Even if we argue that violence must be theoretically demarcated from power, domination is nevertheless often coupled with it. It is characterized by the fact that either the actual use or the threat of violence is often the ultimate means by which the relationship is established and maintained. When it comes to analyzing power, therefore, it is not irrelevant which social group has the monopoly on the use of violence.

The question could be formulated in terms of the distinction between power-over and power-to. Amy Allen argues in her seminal book The Power of Feminist Theory (1999) that despite many of its undeniable merits, Foucault’s conception of power is ultimately inadequate for feminist theory because of its exclusive understanding of power as power-over. The feminist interest in empowerment and resistance requires that we also understand power in a second sense, as power-to. Power-to is understood as a capacity that individuals have to do something rather than a dominance that is wielded over others. Allen emphasizes the importance of this second sense of power mainly in order to theorize empowerment. She argues that feminists must be able to account for empowerment and solidarity in order to understand how members of subordinated groups—such as women—retain the power to act despite their subordination.
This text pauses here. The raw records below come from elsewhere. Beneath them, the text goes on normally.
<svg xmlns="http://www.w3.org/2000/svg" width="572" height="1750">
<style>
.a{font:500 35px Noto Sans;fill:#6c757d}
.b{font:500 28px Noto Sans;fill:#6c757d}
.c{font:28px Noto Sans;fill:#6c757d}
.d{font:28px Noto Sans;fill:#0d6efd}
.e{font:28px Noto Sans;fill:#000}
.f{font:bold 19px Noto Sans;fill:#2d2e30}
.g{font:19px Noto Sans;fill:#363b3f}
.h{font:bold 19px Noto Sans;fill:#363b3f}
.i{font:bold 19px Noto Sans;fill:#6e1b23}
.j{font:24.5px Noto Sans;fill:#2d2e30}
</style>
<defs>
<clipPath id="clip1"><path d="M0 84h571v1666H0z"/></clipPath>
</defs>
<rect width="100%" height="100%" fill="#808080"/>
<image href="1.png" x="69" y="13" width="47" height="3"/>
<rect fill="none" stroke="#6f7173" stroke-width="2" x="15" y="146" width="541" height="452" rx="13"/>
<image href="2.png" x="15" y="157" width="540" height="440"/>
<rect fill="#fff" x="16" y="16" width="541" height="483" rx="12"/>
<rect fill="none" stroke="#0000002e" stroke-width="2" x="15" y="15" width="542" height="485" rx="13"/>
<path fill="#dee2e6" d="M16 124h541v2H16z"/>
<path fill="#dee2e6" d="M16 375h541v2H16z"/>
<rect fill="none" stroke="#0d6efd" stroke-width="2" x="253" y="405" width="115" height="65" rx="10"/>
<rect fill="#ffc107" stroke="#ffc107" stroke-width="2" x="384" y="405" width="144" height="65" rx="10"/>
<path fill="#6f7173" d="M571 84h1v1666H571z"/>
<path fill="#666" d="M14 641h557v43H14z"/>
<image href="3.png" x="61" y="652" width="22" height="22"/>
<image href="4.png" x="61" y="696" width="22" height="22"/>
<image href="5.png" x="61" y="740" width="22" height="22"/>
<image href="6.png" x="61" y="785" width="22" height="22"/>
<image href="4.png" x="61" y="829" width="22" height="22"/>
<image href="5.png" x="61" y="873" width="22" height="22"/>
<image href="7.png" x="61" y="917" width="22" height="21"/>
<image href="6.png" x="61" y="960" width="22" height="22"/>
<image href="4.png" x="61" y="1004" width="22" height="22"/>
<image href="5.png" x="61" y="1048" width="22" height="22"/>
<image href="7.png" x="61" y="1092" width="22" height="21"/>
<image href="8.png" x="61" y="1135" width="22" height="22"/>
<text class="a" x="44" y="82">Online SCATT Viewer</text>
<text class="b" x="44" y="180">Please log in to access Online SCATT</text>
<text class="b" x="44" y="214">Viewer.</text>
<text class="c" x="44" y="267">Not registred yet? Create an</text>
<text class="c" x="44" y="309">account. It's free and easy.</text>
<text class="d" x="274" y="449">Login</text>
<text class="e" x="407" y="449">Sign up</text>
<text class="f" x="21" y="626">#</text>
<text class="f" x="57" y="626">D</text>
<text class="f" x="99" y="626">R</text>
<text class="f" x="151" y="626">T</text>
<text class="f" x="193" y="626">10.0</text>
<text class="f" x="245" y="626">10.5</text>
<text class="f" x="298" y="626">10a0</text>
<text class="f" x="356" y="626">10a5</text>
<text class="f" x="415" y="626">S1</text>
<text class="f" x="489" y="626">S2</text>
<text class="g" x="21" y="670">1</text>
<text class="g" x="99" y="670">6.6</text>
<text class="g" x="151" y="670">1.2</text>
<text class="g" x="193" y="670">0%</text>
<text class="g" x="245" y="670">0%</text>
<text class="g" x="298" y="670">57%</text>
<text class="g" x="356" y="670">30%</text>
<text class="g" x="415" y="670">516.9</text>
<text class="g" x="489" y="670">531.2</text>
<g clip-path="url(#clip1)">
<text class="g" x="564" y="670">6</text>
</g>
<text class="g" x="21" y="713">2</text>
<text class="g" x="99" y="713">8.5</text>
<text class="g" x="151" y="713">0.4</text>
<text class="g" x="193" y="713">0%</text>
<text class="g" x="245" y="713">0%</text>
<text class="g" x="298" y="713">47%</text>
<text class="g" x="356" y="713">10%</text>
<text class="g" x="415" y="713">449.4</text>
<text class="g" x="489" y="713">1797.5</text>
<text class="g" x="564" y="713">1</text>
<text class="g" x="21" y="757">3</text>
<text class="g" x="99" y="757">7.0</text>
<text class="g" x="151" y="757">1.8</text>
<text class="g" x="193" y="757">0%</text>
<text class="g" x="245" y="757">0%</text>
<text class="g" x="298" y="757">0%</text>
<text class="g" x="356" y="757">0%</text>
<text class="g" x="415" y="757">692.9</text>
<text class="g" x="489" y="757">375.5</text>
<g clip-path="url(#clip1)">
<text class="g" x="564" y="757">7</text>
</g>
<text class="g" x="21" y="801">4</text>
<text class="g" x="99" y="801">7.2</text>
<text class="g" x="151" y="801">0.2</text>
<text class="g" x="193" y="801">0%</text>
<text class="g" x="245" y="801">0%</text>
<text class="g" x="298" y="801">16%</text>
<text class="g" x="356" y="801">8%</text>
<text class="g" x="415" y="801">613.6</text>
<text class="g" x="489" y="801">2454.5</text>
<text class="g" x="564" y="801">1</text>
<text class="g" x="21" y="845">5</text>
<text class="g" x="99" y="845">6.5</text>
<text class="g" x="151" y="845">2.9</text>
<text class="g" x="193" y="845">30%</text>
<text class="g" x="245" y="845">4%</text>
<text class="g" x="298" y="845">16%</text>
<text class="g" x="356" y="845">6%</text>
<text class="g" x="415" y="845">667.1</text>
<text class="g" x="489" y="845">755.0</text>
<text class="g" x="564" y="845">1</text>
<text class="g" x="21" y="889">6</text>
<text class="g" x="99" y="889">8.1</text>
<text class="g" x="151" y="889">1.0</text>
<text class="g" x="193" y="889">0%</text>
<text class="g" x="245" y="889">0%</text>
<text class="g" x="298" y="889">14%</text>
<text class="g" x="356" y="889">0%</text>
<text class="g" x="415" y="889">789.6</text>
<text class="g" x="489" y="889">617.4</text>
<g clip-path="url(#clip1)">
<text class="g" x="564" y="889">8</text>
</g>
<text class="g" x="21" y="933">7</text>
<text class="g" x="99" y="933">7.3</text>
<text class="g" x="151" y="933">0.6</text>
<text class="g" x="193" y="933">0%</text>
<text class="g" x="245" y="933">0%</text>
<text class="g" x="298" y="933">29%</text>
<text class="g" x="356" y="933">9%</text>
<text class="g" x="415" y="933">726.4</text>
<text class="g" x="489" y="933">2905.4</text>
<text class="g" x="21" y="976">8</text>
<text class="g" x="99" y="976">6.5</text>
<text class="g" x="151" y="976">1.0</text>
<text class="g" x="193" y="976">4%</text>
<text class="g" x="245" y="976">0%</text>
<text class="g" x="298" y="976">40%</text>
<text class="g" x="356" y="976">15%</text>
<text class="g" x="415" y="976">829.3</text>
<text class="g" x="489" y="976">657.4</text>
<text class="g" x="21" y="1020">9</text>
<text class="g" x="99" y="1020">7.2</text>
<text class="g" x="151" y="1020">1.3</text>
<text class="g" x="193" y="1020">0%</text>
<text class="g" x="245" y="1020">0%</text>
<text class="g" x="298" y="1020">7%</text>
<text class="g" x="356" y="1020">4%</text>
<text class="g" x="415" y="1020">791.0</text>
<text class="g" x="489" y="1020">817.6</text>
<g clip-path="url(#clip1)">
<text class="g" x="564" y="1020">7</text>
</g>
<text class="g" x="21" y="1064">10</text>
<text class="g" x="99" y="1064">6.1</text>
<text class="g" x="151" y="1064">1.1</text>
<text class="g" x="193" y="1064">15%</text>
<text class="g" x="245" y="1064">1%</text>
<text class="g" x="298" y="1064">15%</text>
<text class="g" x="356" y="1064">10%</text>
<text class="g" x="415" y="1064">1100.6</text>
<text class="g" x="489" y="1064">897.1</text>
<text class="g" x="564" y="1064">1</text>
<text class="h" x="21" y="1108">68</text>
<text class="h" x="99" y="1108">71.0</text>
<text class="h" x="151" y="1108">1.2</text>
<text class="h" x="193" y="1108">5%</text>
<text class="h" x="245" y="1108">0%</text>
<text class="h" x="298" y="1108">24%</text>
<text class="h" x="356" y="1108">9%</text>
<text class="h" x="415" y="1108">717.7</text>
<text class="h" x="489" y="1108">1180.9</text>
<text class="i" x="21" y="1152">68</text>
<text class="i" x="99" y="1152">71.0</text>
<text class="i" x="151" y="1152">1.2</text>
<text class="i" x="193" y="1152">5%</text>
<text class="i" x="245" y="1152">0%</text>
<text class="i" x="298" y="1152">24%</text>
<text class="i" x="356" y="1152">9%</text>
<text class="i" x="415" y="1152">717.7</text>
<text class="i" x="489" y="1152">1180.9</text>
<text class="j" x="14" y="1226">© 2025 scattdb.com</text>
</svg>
We could argue, however, that the same also holds true in the opposite sense. In connection with violence, power understood as power-to would make it possible to understand why women sometimes lack the power to act and engage in forms of resistance against their subordination. They do not have the same capacity to use violence that men have, and this has concrete implications for their abilities and sense of empowerment. Many feminist theorists have contended that to be a woman in our society means that one’s life is circumscribed and controlled by the threat and fear of violence. An important aspect of men’s domination and sense of power over women, on the other hand, is the potential use of violence.

It is true that Foucault insisted that power was a relation: power-over in the sense that it always entailed relations between individuals and groups. He noted: “Let us not deceive ourselves: if we speak of structures or mechanisms of power, it is only insofar as we suppose that certain persons exercise power over others. The term ‘power’ designates relationships between partners” (Foucault 1982: 217). Capacity, on the other hand, refers to a force that we exert over things, our ability to modify, use, consume, or destroy them. Violence is thus clearly a capacity in this sense, it is a force we exert over bodies and things, and it must therefore be demarcated from power.

Foucault’s refusal to theorize power as a capacity of the subject can be read as a consequence of his denial of the subject as the foundation and the starting point of philosophical analysis. We must instead adopt a relational analysis of power that does not start with a pre-given conception of the subject, but understands the subject’s capabilities as effects of power relations. Abandoning the deeply rooted framework of subject philosophy thus means that the distinction between power-over and power-to is misleading if we try to apply it to Foucault’s thought. Power in Foucault’s understanding is not power-over any more than it is power-to if the distinction relies on a fixed understanding of the subject. It means overlooking the crucial feature of his understanding of power: its constitutive relationship to the subject.

Foucault’s fundamental and radical critique of the subject did not amount to the abandonment or the denial of it. The rethinking and reconceptualization of the subject rather meant that the subject was at the center of his work. He claimed that to be a subject, a socially recognized individual with intelligible intentions, capabilities, desires, and actions, was only possible within the power/knowledge networks of society. All identities and subject positions are constituted through practices of power and knowledge. Rather than existing between subjects with predetermined identities, power relations are constitutive of the subjects themselves. We only become gendered subjects, for example, through specific discourses and relationships of power. From a Foucaultian perspective therefore, the key feminist question is not whether male violence is instrumental in the process in which gender difference becomes constituted as gender hierarchy. We have to ask the more fundamental question of whether violence is constitutive of gender difference in itself.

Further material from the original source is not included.